The single-valued neutrosophic sets are a generalization of Zadeh’s fuzzy set theory (Zadeh 1965) and Atanassov’s intuitionistic fuzzy set theory (Atanassov 1986). So, the single-valued neutrosophic models give more precision, flexibility and compatibility to the system as compare to the classic and fuzzy models. Moreover, graph theory has been applied widely in various areas of engineering, computer science, database theory, expert systems, neural networks, artificial intelligence, signal processing, pattern recognition, robotics, computer networks, and medical diagnosis. In this study, the information carried by the truth-membership degree, indeterminacy-membership degree and the falsity-membership degree in SVNSs was considered as a graph representation with the two elements, and the single-valued neutrosophic graphs with their properties were defined.
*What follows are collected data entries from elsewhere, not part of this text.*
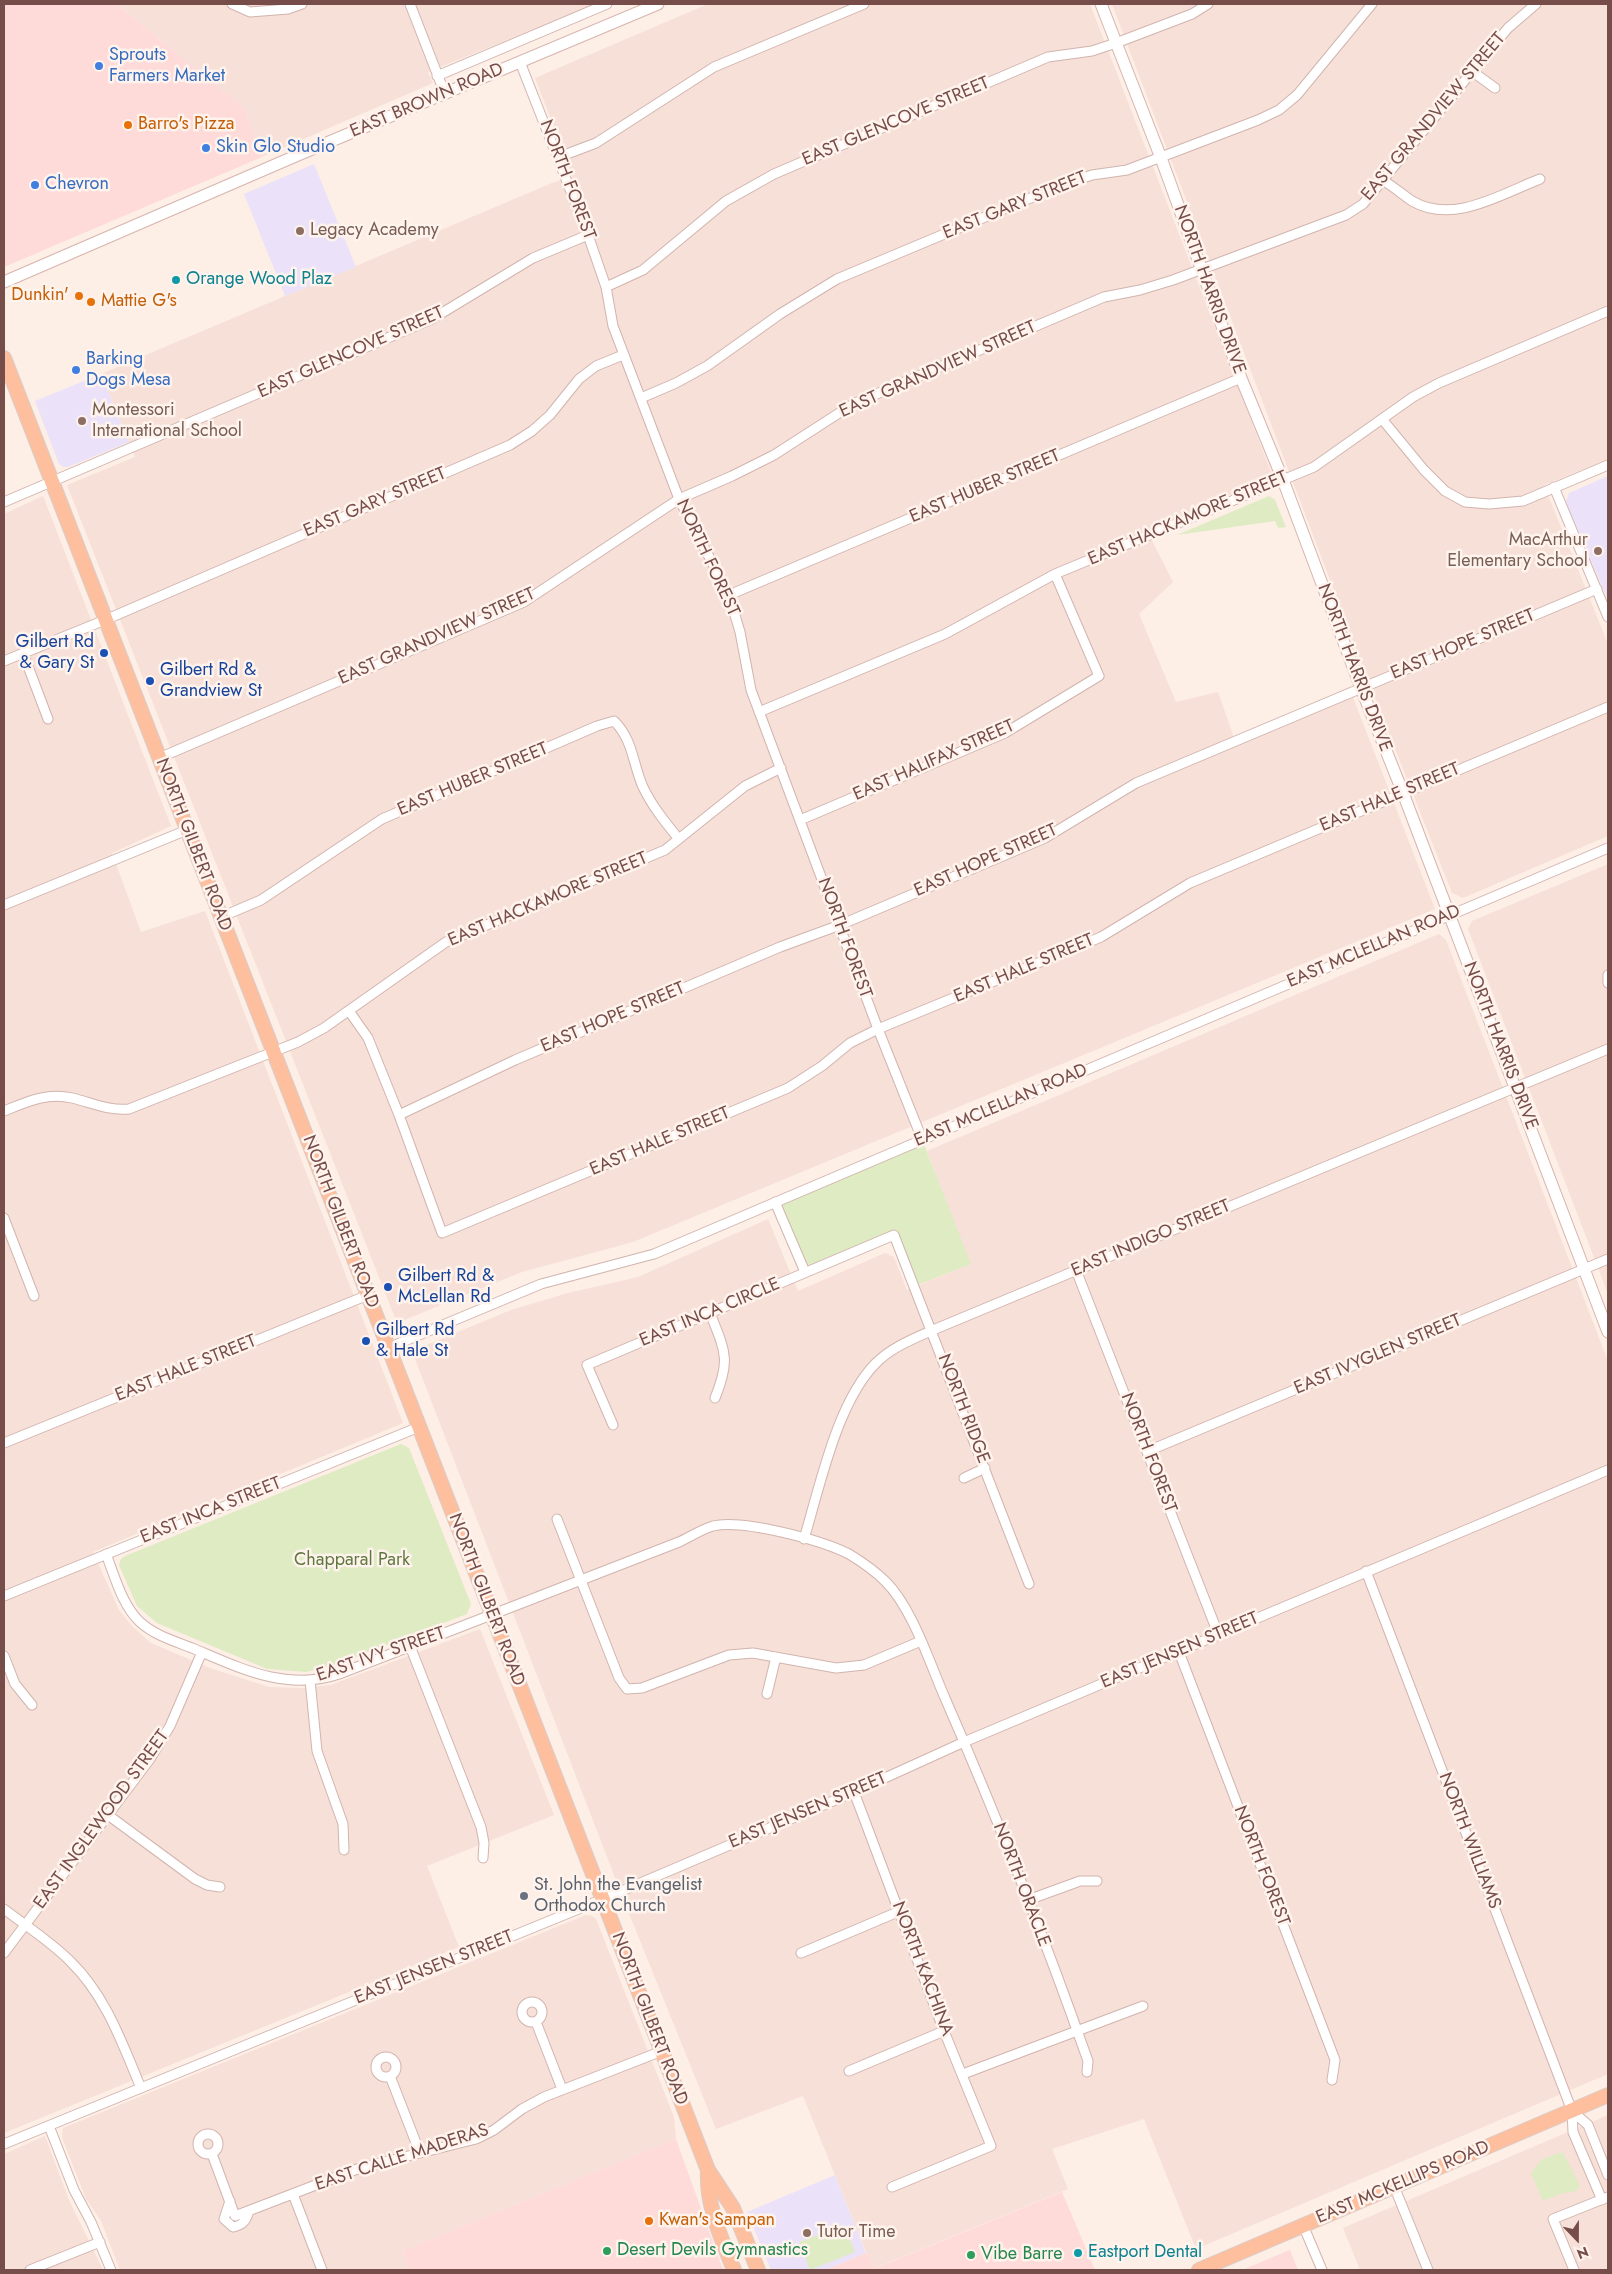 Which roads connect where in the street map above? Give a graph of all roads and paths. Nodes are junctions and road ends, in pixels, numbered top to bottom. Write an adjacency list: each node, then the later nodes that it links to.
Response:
1 (232, 4): 2 (street)
2 (302, 4)
3 (410, 4): 14 (street)
4 (607, 4): 14 (street, EAST BROWN ROAD)
5 (658, 4): 12 (street, EAST BROWN ROAD)
6 (864, 4): 17 (street)
7 (1101, 4): 11 (street, NORTH HARRIS DRIVE)
8 (1208, 4): 11 (street, EAST GLENCOVE STREET)
9 (1372, 4): 18 (street, EAST GARY STREET)
10 (1536, 4): 13 (street, EAST GRANDVIEW STREET)
11 (1116, 44): 18 (street, NORTH HARRIS DRIVE); 24 (street, EAST GLENCOVE STREET)
12 (520, 62): 16 (street, EAST BROWN ROAD); 17 (street, NORTH FOREST)
13 (1473, 72): 15 (street); 20 (street, EAST GRANDVIEW STREET)
14 (438, 76): 16 (street)
15 (1495, 88)
16 (445, 94): 23 (street, EAST BROWN ROAD)
17 (559, 157): 21 (street, NORTH FOREST)
18 (1162, 158): 22 (street, NORTH HARRIS DRIVE); 29 (street, EAST GARY STREET)
19 (1540, 179): 20 (street)
20 (1384, 181): 22 (street, EAST GRANDVIEW STREET)
21 (588, 235): 24 (street, NORTH FOREST); 33 (street, EAST GLENCOVE STREET)
22 (1202, 268): 28 (street, NORTH HARRIS DRIVE); 35 (street, EAST GRANDVIEW STREET)
23 (4, 282)
24 (606, 287): 26 (street, NORTH FOREST)
25 (1608, 311): 30 (street, EAST HACKAMORE STREET)
26 (623, 355): 29 (street, NORTH FOREST); 41 (street, EAST GARY STREET)
27 (4, 358): 33 (main road, NORTH GILBERT ROAD)
28 (1241, 378): 32 (street, NORTH HARRIS DRIVE); 39 (street, EAST HUBER STREET)
29 (641, 398): 35 (street, NORTH FOREST)
30 (1382, 419): 32 (street, EAST HACKAMORE STREET); 34 (street)
31 (1608, 465): 34 (street)
32 (1283, 480): 37 (street, EAST HACKAMORE STREET); 44 (street, NORTH HARRIS DRIVE)
33 (52, 481): 36 (street, EAST GLENCOVE STREET); 41 (main road, NORTH GILBERT ROAD)
34 (1554, 487): 38 (street)
35 (679, 499): 39 (street, NORTH FOREST); 48 (street, EAST GRANDVIEW STREET)
36 (4, 502)
37 (1056, 574): 46 (street, EAST HACKAMORE STREET); 51 (street, EAST HALIFAX STREET)
38 (1597, 589): 40 (street); 44 (street, EAST HOPE STREET)
39 (728, 595): 46 (street, NORTH FOREST)
40 (1608, 617)
41 (106, 620): 42 (street, EAST GARY STREET); 48 (main road, NORTH GILBERT ROAD)
42 (23, 653): 43 (street, EAST GARY STREET); 47 (street)
43 (4, 661)
44 (1361, 688): 50 (street, NORTH HARRIS DRIVE); 58 (street, EAST HOPE STREET)
45 (1608, 707): 50 (street, EAST HALE STREET)
46 (759, 712): 49 (street, NORTH FOREST)
47 (48, 719)
48 (159, 758): 52 (main road, NORTH GILBERT ROAD)
49 (781, 768): 51 (street, NORTH FOREST); 53 (street, EAST HACKAMORE STREET)
50 (1403, 793): 56 (street, NORTH HARRIS DRIVE); 60 (street, EAST HALE STREET)
51 (800, 820): 58 (street, NORTH FOREST)
52 (187, 830): 55 (street); 57 (main road, NORTH GILBERT ROAD)
53 (678, 838): 57 (street, EAST HUBER STREET); 59 (street, EAST HACKAMORE STREET)
54 (1608, 848): 56 (street, EAST MCLELLAN ROAD)
55 (4, 904)
56 (1450, 915): 63 (street, NORTH HARRIS DRIVE); 66 (street, EAST MCLELLAN ROAD)
57 (221, 917): 62 (main road, NORTH GILBERT ROAD)
58 (840, 925): 60 (street, NORTH FOREST); 65 (street, EAST HOPE STREET)
59 (349, 1011): 62 (street, EAST HACKAMORE STREET); 65 (street)
60 (878, 1029): 65 (street, EAST HALE STREET); 66 (street, NORTH FOREST)
61 (1608, 1048): 63 (street, EAST INDIGO STREET)
62 (273, 1052): 64 (street, EAST HACKAMORE STREET); 74 (main road, NORTH GILBERT ROAD)
63 (1515, 1087): 71 (street, NORTH HARRIS DRIVE); 72 (street, EAST INDIGO STREET)
64 (4, 1111)
65 (399, 1115)
66 (922, 1139): 67 (street, EAST MCLELLAN ROAD)
67 (775, 1202): 73 (street); 79 (street, EAST MCLELLAN ROAD)
68 (4, 1218): 75 (street)
69 (894, 1235): 73 (street, EAST INCA CIRCLE); 77 (street, NORTH RIDGE)
70 (1608, 1259): 71 (street, EAST IVYGLEN STREET)
71 (1585, 1269): 78 (street, NORTH HARRIS DRIVE); 84 (street, EAST IVYGLEN STREET)
72 (1076, 1270): 77 (street, EAST INDIGO STREET); 84 (street, NORTH FOREST)
73 (805, 1272): 76 (street, EAST INCA CIRCLE)
74 (368, 1295): 79 (main road, NORTH GILBERT ROAD); 83 (street, EAST HALE STREET)
75 (34, 1296)
76 (710, 1313): 80 (street); 81 (street, EAST INCA CIRCLE)
77 (933, 1330): 85 (street, NORTH RIDGE); 89 (street, EAST INDIGO STREET)
78 (1608, 1332)
79 (388, 1348): 82 (main road, NORTH GILBERT ROAD)
80 (715, 1398)
81 (613, 1425)
82 (419, 1427): 90 (street, EAST INCA STREET); 95 (main road, NORTH GILBERT ROAD)
83 (4, 1443)
84 (1148, 1451): 96 (street, NORTH FOREST)
85 (985, 1468): 87 (street); 93 (street, NORTH RIDGE)
86 (1608, 1470): 91 (street, EAST JENSEN STREET)
87 (964, 1478)
88 (557, 1519): 92 (street)
89 (804, 1539): 92 (street, EAST IVY STREET); 97 (street)
90 (106, 1554): 94 (street, EAST INCA STREET); 99 (street, EAST IVY STREET)
91 (1366, 1571): 96 (street, EAST JENSEN STREET); 133 (street, NORTH WILLIAMS)
92 (581, 1580): 95 (street, EAST IVY STREET); 102 (street)
93 (1029, 1584)
94 (4, 1596)
95 (492, 1615): 98 (street, EAST IVY STREET); 113 (main road, NORTH GILBERT ROAD)
96 (1219, 1636): 100 (street, EAST JENSEN STREET)
97 (920, 1641): 102 (street); 106 (street)
98 (410, 1646): 103 (street, EAST IVY STREET); 110 (street)
99 (202, 1652): 103 (street, EAST IVY STREET); 108 (street, EAST INGLEWOOD STREET)
100 (1179, 1652): 106 (street, EAST JENSEN STREET); 129 (street, NORTH FOREST)
101 (4, 1656): 105 (street)
102 (776, 1657): 104 (street)
103 (310, 1680): 109 (street)
104 (767, 1694)
105 (32, 1705)
106 (964, 1742): 107 (street, EAST JENSEN STREET); 114 (street, NORTH ORACLE)
107 (854, 1792): 113 (street, EAST JENSEN STREET); 116 (street, NORTH KACHINA)
108 (108, 1815): 112 (street); 117 (street, EAST INGLEWOOD STREET)
109 (344, 1850)
110 (483, 1858)
111 (1097, 1881): 114 (street)
112 (220, 1887)
113 (602, 1899): 124 (main road, NORTH GILBERT ROAD); 130 (street, EAST JENSEN STREET)
114 (1028, 1900): 122 (street, NORTH ORACLE)
115 (4, 1908): 117 (street)
116 (900, 1911): 119 (street); 123 (street, NORTH KACHINA)
117 (25, 1925): 118 (street, EAST INGLEWOOD STREET); 130 (street)
118 (4, 1953)
119 (802, 1953)
120 (1143, 2006): 122 (street)
121 (536, 2022): 131 (street)
122 (1077, 2029): 126 (street, NORTH ORACLE); 127 (street)
123 (944, 2031): 125 (street); 127 (street, NORTH KACHINA)
124 (662, 2051): 131 (street, EAST CALLE MADERAS); 140 (main road, NORTH GILBERT ROAD)
125 (849, 2071)
126 (1087, 2072)
127 (963, 2074): 143 (street, NORTH KACHINA)
128 (390, 2076): 136 (street)
129 (1332, 2080)
130 (141, 2088): 134 (street, EAST JENSEN STREET)
131 (562, 2089): 136 (street, EAST CALLE MADERAS)
132 (1608, 2095): 133 (main road, EAST MCKELLIPS ROAD)
133 (1572, 2111): 138 (street, NORTH WILLIAMS); 139 (street, NORTH WILLIAMS); 142 (main road, EAST MCKELLIPS ROAD)
134 (49, 2126): 135 (street, EAST JENSEN STREET); 147 (street)
135 (4, 2144)
136 (420, 2153): 144 (street, EAST CALLE MADERAS)
137 (212, 2154): 144 (street, EAST CALLE MADERAS)
138 (1601, 2157): 139 (street); 141 (street, NORTH WILLIAMS)
139 (1586, 2163): 145 (street, NORTH WILLIAMS)
140 (708, 2170): 151 (main road, NORTH GILBERT ROAD); 152 (main road, NORTH GILBERT ROAD)
141 (1608, 2174)
142 (1394, 2186): 146 (main road, EAST MCKELLIPS ROAD); 155 (street)
143 (892, 2187)
144 (293, 2194): 150 (street)
145 (1605, 2199): 156 (street)
146 (1303, 2225): 153 (main road, EAST MCKELLIPS ROAD); 154 (street)
147 (100, 2242): 148 (street); 149 (street)
148 (30, 2270)
149 (111, 2270)
150 (322, 2270)
151 (734, 2270)
152 (758, 2270)
153 (1198, 2270)
154 (1322, 2270)
155 (1428, 2270)
156 (1574, 2270)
Then, some technical operators to derive new graphs were discussed, which are the Cartesian product, composition, intersection, join, and union. Finally, considering the important of relationships among criteria in decision process, two new procedures based on the single-valued neutrosophic graph were developed to solve complex problems with the single-valued neutrosophic information. Finally, two numerical examples was presented to illustrate how to deal with the NGMCDM problems under single-valued neutrosophic environment.